Mayor fears loss of trash station

Driving city garbage trucks to a Poland landfill would be costly, the mayor says.
WARREN -- If the city health board decides not to grant a 2006 license for the Warren Recycling Inc. transfer station, the city would most likely truck its garbage directly to a Poland landfill, Mayor Michael O'Brien said.
The additional combined cost to the city of overtime, fuel and vehicle maintenance would be $25,000 to $30,000 a year -- or more -- if city trucks were to haul garbage to Browning-Ferris Industries' Carbon Limestone Landfill in Poland, the mayor said.
That landfill, located on the Ohio-Pennsylvania border, would be the closest available alternative to Warren Recycling Inc., the mayor said.
The mayor said, however, that the city would have to seek various garbage disposal proposals and enter into a contract.
Under the present arrangement, city employees collect household garbage in city-owned trucks and drop it off at the Warren Recycling transfer station, where recyclable items are removed and the remaining garbage is loaded on larger trucks and taken to BFI's Poland landfill.
Daniel Harris, chief of the Ohio Environmental Protection Agency's division of solid and infectious waste management, has urged the city health board not to renew the transfer station license unless WRI enters into "a satisfactory consent agreement" with the Ohio EPA before Dec. 31.
Harris sent a letter this month to Dr. James A. Lazor, city health commissioner. Harris wrote that the Ohio Attorney General's Office filed contempt charges against WRI on March 11, 2004, in Trumbull County Common Pleas Court because WRI didn't comply with a consent order.
That July 1, 2003, deal involved Warren Hills, the company that managed Warren Recycling Inc.; OEPA; and the attorney general. The company since 1999 had accepted industrial solid waste at the facility, which is licensed to take construction and demolition waste only. Warren Recycling agreed to pay a $30,000 civil penalty for violations and creating a nuisance or health hazard. Cleanup work at the landfill is now being done by the U.S. EPA.
Will be discussed
Robert Pinti, deputy city health commissioner, said he thinks the city health board will discuss the transfer station license at its 3 p.m. Wednesday meeting, but he doesn't expect it to vote on the matter that day. The vote could come anytime between October and December, he said.
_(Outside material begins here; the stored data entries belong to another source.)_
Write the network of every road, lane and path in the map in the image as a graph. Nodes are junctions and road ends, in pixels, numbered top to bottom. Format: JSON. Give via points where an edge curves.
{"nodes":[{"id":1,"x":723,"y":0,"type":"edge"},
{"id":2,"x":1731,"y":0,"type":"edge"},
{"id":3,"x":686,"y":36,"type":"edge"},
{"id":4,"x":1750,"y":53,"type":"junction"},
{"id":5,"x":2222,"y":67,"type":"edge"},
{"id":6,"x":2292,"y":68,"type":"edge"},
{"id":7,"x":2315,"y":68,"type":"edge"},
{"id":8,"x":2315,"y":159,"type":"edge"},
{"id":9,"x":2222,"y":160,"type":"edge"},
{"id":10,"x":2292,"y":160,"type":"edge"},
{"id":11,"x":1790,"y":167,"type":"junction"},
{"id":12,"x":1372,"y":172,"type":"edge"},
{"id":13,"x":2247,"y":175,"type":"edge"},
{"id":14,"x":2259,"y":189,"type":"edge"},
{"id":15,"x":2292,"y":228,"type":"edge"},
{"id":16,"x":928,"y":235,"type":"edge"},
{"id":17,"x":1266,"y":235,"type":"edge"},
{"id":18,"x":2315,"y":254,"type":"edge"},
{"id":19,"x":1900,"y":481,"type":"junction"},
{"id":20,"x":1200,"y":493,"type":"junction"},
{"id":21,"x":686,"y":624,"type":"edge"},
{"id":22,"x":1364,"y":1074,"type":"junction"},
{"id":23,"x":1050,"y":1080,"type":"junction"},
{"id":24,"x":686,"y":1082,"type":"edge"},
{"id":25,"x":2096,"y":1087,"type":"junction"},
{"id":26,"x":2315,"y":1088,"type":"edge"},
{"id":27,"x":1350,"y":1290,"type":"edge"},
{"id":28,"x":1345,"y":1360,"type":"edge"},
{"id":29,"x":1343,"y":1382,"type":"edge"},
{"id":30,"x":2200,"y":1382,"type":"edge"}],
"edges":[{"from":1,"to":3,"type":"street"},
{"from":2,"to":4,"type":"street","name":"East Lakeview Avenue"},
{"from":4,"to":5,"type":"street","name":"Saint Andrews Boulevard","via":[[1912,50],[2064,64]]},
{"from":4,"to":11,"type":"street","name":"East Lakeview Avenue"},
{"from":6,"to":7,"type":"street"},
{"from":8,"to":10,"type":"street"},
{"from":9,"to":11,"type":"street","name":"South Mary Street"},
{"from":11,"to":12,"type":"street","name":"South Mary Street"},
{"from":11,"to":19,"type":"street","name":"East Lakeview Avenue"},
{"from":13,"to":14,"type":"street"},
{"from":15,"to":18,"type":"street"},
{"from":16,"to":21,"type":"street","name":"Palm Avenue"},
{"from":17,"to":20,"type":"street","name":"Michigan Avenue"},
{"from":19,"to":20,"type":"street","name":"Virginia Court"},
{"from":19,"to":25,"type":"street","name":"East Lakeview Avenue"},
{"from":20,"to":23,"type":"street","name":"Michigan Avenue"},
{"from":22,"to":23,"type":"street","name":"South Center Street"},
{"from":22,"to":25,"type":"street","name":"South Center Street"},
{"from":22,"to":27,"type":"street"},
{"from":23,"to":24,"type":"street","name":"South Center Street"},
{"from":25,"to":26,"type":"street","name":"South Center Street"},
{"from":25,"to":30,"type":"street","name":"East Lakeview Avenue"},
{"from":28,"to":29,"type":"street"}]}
Pinti said he'd like an Ohio EPA representative to come before the board and more fully explain the EPA's position. As far as he knows, Pinti said, government agency complaints against WRI pertain to the Warren Hills landfill, and no complaints are outstanding concerning the transfer station.
New legislation
The mayor, who presides over city health board meetings, said state lawmakers are now considering new legislation concerning transfer stations and landfills. "Their decision may impact our decision," the mayor said.
"What we're looking at is to see if the changes in the law impact how we operate our sanitation department," O'Brien said. "If there are changes in the law and the Ohio EPA stance is not to renew the license, then we would have to look at all alternatives," the mayor said.
The mayor said the city isn't in a position to establish its own transfer station in the near future. He also said that, despite escalating costs, he is not considering outsourcing garbage collection to a private company.
The mayor said he isn't making any recommendation to the health board now as to whether it should renew WRI's transfer station license.